Lipton, which is owned by British-Dutch conglomerate Unilever, has had a 14-year career in China, but this week marked the first time the brand has had a pop-up store in the country. The brand’s four-day brick-and-mortar space gives Shanghai Fashion Week attendees at the second edition of Labelhood, which takes place across a series of exhibition spaces along Yuan Ming Yuan Road, a chance to customize their own tea drink by pairing French, Brazilian, and Italian-style black teas with a combination of fruits, syrups, and herbs.

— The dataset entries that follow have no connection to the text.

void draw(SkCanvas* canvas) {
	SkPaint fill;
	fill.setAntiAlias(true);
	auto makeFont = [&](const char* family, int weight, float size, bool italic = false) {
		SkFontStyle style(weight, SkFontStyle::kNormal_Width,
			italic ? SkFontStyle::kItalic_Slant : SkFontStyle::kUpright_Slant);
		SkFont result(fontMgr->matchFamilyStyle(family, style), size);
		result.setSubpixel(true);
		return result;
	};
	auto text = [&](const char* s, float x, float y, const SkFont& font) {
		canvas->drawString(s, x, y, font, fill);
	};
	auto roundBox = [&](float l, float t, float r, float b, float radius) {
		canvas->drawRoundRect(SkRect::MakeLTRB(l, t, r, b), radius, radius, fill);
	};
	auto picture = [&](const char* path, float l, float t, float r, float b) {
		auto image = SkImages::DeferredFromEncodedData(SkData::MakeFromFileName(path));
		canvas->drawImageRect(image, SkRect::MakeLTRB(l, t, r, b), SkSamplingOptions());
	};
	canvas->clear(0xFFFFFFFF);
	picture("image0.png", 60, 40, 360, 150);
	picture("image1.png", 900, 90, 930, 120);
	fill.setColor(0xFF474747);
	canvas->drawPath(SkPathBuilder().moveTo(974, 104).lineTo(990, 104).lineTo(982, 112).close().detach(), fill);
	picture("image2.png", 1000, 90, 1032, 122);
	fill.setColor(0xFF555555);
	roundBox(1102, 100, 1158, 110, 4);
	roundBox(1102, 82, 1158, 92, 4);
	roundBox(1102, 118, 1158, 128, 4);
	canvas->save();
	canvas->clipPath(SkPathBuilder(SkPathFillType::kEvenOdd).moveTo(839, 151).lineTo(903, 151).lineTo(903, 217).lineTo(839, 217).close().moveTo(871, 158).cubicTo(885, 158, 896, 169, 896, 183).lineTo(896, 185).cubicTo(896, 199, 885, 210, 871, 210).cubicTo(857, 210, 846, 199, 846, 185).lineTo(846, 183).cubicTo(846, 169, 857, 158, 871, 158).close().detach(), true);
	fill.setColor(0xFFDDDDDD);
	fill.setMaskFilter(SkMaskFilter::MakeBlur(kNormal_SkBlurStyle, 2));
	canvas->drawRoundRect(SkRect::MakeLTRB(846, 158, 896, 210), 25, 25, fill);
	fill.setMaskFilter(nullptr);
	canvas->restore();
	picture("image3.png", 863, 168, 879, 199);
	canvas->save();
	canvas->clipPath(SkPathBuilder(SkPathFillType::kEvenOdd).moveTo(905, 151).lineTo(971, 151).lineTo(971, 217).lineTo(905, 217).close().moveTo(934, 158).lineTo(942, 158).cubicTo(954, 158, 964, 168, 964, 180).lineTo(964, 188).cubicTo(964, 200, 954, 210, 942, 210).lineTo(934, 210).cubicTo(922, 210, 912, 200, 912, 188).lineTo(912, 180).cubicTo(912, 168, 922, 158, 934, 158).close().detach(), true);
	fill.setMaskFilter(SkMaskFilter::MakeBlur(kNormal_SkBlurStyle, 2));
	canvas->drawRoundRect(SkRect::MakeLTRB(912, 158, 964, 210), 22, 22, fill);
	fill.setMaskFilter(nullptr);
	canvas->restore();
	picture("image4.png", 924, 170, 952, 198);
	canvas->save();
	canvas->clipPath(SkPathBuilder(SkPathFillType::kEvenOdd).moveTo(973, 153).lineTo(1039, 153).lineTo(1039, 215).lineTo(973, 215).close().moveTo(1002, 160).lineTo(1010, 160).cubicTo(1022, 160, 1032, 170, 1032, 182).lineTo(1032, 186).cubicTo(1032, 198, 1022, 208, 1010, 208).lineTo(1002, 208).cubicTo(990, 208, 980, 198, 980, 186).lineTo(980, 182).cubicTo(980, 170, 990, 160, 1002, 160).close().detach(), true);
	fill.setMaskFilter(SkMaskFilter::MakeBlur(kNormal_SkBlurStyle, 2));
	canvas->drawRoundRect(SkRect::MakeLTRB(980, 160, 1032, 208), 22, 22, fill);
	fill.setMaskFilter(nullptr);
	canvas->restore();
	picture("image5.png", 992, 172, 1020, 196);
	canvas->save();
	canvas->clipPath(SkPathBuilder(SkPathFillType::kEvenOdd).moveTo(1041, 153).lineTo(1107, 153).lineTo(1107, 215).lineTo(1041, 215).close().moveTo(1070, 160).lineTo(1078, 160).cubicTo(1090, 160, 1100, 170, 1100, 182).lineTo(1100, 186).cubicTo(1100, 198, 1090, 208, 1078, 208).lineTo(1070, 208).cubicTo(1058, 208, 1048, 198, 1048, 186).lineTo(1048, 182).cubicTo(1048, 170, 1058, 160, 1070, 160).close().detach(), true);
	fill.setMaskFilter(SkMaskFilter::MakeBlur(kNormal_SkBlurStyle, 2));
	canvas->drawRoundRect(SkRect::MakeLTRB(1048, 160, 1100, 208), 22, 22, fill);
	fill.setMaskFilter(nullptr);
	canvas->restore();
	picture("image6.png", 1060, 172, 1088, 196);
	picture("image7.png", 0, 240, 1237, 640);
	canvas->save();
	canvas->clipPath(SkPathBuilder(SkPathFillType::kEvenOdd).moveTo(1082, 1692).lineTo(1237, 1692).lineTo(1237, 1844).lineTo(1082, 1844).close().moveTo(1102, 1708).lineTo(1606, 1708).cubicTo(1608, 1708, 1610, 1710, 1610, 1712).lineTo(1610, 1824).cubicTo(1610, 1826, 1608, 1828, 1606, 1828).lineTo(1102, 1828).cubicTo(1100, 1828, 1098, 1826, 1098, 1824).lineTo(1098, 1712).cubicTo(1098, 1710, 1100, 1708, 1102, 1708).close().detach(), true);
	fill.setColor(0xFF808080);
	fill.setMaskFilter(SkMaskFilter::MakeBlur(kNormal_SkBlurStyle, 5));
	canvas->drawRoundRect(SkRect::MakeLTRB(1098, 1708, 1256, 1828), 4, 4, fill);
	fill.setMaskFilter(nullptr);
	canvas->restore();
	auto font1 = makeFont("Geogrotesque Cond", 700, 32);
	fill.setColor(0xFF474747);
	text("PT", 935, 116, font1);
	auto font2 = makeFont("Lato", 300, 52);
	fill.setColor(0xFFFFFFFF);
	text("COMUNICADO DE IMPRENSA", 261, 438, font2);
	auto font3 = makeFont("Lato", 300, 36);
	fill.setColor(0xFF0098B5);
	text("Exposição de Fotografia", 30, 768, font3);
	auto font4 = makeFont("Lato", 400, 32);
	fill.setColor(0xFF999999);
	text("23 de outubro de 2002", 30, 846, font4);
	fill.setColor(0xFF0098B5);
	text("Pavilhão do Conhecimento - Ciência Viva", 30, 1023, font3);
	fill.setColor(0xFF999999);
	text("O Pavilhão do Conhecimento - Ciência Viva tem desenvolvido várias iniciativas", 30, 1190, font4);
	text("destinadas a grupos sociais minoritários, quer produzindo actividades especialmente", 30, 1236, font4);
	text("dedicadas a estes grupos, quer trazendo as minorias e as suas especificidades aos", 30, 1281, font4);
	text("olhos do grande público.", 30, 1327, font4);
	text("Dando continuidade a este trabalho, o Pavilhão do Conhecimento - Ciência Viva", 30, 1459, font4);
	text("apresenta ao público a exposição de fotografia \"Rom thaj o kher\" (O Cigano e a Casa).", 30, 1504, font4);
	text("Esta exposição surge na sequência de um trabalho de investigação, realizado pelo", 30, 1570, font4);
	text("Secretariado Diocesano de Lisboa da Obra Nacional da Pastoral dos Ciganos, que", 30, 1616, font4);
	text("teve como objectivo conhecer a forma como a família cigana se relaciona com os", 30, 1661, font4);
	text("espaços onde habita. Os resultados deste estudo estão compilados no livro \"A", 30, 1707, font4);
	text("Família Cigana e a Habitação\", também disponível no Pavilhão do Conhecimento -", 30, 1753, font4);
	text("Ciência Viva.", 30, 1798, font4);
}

“We wanted to give people the idea that Lipton is not only something you can drink at home, but you can have it on the go,” said Unilever China Associate Brand Director Megan Zhu. “We always see people holding a coffee on the street, but why not holding a tea?” Zhu said Lipton is planning to open a more expanded pop-up next year, and the eventual goal is to open a permanent tea bar.
Zhu said their key market is young consumers who care about lifestyle, so Lipton teamed up with several high-profile Chinese designers who are presenting at Labelhood to create limited-edition gift boxes. They each feature boxes of tea bags alongside products exclusively designed by the fashion all-stars: Angel Chen, who has collections with Lane Crawford and Opening Ceremony, designed peach and mango enamel pins to go alongside the peach and mango black tea; Yirantian, who has been a part of Vogue Italy’s young talents program created a black velvet choker to go along with red berry black tea; and deepmoss designer Xiaolu Liu, who debuted her Spring/Summer 2017 collection at Milan Fashion Week, created a lemon coaster to pair with a lemon black tea.
The three gift boxes are on display at the pop-up shop and available for purchase on Lipton’s Tmall flagship store, and those who purchase all three get entered in a chance to win a teabag-inspired handbag designed by Angel Chen.
Taking efforts a step further, Lipton invited KOL Tian Yuan to model the products in a video that was on a loop at the shop. Lipton is also live-streaming at one hour each day at Labelhood and giving social media followers on Tmall and WeChat a chance to win tickets to attend one of the fashion shows.
The campaign is part of an industry-wide trend to create multi-pronged experiences for millennials who are seeking something more than just a product on a shelf. “Young consumers like me don’t really care about the grade or origin of the different types of teas,” Zhu said. “But what the brand stands for, and what type of lifestyle is associated with that brand means a lot to me.”
Labelhood and some of the other Shanghai Fashion Week designers have several mass-market brands backing it, including Pepsi and KFC. CJ Yao designed her autumn/winter and spring/summer collections in collaboration with KFC, also in efforts to target China’s millennials. A selection of her designs are now available for purchase this week in Shanghai at Lane Crawford’s GreenCode pop-up shop.